■ **TASK ITEM**:
Every line containing the word "bridge" must be pulled from the records.

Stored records
# # # # # # #
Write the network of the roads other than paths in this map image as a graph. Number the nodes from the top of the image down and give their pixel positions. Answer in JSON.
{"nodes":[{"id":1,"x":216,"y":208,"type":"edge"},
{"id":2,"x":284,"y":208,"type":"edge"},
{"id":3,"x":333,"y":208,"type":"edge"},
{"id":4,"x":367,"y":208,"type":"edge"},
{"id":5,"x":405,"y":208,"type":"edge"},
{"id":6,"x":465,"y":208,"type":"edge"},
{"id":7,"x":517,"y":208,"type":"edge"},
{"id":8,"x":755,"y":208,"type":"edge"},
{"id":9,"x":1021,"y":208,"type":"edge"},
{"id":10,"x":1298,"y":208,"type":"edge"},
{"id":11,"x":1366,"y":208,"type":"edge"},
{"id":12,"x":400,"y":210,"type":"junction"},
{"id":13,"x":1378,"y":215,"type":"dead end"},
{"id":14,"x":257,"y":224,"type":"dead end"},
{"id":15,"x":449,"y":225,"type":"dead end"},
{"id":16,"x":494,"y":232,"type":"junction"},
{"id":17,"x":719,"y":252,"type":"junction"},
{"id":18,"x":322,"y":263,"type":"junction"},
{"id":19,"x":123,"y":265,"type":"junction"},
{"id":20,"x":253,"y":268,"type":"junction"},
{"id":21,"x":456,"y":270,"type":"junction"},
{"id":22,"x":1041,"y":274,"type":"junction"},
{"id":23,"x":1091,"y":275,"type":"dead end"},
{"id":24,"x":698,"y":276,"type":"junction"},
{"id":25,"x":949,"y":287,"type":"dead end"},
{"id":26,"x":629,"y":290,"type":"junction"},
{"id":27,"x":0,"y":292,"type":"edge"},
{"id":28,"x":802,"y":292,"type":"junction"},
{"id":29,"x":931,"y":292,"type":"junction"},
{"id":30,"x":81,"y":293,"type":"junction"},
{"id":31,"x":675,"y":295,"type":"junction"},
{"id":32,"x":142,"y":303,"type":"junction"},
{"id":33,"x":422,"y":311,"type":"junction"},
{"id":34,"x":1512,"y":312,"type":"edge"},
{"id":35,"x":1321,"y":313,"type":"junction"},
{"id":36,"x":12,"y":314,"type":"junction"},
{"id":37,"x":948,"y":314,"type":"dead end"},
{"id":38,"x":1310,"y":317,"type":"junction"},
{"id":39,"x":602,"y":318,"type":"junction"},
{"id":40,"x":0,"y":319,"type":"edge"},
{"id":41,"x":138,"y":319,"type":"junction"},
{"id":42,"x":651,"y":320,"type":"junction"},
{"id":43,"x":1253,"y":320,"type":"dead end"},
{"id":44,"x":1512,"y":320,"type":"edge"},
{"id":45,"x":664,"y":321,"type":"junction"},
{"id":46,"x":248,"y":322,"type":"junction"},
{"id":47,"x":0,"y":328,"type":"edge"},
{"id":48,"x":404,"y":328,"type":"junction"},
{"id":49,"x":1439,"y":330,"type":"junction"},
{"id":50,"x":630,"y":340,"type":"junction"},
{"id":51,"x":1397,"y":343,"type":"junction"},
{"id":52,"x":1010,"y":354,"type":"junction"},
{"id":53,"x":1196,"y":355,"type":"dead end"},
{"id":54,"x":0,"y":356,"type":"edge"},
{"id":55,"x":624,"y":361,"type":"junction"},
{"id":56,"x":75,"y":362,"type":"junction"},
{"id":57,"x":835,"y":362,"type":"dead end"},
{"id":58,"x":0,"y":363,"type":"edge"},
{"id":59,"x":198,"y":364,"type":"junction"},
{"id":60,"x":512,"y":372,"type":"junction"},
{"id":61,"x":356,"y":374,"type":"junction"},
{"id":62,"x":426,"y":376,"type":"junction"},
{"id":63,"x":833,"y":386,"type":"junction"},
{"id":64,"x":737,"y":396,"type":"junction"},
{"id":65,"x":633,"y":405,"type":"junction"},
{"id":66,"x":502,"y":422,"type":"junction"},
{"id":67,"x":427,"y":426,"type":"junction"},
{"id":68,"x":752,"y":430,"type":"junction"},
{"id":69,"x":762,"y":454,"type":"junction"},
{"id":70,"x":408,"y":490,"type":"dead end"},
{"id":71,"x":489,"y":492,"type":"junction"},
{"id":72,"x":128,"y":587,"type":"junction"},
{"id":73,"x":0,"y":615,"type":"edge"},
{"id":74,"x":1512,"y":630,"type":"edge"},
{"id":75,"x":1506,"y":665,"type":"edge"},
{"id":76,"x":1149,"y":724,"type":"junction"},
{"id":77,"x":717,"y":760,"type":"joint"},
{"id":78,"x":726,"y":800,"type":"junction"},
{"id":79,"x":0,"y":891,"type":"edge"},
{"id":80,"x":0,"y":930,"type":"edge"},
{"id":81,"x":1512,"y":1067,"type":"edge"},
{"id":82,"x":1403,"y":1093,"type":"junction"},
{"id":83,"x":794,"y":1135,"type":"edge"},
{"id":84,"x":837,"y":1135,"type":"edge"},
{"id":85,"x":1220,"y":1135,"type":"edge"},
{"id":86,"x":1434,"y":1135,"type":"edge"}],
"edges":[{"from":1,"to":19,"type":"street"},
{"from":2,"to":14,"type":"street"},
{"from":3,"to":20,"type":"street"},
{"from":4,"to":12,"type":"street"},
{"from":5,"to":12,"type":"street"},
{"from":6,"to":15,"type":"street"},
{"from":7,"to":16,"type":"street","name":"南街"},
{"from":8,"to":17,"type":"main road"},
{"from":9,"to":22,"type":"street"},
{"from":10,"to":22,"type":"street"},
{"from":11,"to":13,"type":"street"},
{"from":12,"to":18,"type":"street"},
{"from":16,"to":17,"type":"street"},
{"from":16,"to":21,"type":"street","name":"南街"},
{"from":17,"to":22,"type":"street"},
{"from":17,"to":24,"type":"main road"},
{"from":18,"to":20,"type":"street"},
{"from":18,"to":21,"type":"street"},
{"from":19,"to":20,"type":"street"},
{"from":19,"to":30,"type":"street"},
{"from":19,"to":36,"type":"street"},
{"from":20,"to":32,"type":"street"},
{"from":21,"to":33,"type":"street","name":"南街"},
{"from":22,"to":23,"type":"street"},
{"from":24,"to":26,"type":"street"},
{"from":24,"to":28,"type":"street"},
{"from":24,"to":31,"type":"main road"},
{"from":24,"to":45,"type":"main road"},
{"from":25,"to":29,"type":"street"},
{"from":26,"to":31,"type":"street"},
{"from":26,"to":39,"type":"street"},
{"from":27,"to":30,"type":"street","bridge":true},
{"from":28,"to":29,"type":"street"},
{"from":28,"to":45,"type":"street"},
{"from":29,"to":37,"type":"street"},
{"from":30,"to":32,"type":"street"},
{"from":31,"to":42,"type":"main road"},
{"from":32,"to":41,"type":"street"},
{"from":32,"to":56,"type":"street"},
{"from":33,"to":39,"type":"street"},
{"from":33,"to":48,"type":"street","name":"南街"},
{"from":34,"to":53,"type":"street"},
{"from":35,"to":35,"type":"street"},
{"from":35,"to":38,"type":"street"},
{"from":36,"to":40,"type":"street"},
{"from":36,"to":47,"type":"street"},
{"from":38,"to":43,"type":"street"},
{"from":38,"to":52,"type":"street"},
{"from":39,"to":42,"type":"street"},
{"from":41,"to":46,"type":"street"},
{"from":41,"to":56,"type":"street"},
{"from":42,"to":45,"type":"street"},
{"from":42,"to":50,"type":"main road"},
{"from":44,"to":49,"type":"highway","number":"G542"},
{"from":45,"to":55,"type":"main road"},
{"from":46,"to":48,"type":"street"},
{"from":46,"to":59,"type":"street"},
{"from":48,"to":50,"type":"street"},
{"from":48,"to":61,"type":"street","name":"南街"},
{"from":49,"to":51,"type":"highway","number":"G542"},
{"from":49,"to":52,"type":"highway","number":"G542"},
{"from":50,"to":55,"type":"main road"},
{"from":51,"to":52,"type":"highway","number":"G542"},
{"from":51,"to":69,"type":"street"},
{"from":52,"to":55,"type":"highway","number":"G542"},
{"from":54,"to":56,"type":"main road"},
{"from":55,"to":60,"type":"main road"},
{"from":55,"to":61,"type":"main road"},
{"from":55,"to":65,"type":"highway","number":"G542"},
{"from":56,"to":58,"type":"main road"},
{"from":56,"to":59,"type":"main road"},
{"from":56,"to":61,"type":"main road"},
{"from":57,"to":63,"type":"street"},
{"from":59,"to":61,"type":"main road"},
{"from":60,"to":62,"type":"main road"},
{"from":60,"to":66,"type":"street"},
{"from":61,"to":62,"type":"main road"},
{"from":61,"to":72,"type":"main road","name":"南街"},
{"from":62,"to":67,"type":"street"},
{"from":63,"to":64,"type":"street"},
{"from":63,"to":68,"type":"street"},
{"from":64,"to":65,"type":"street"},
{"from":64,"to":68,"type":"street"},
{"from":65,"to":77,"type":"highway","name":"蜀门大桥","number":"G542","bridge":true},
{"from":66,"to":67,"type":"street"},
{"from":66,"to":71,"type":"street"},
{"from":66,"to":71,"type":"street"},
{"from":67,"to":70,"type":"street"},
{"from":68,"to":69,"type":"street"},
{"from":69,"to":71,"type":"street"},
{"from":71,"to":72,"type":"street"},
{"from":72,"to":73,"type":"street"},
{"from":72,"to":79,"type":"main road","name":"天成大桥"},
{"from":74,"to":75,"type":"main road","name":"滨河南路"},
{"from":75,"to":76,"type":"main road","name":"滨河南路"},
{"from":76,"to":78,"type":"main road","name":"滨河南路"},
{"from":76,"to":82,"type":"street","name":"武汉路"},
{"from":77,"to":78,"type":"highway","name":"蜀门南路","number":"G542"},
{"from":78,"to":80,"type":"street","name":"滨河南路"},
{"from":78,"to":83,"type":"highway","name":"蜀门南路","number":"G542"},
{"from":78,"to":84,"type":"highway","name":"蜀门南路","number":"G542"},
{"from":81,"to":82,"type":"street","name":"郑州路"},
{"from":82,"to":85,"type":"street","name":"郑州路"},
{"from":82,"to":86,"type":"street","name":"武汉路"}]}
# # # # # # #
■ **RESULT FOR THIS TASK**:
{"from":27,"to":30,"type":"street","bridge":true},
{"from":65,"to":77,"type":"highway","name":"蜀门大桥","number":"G542","bridge":true},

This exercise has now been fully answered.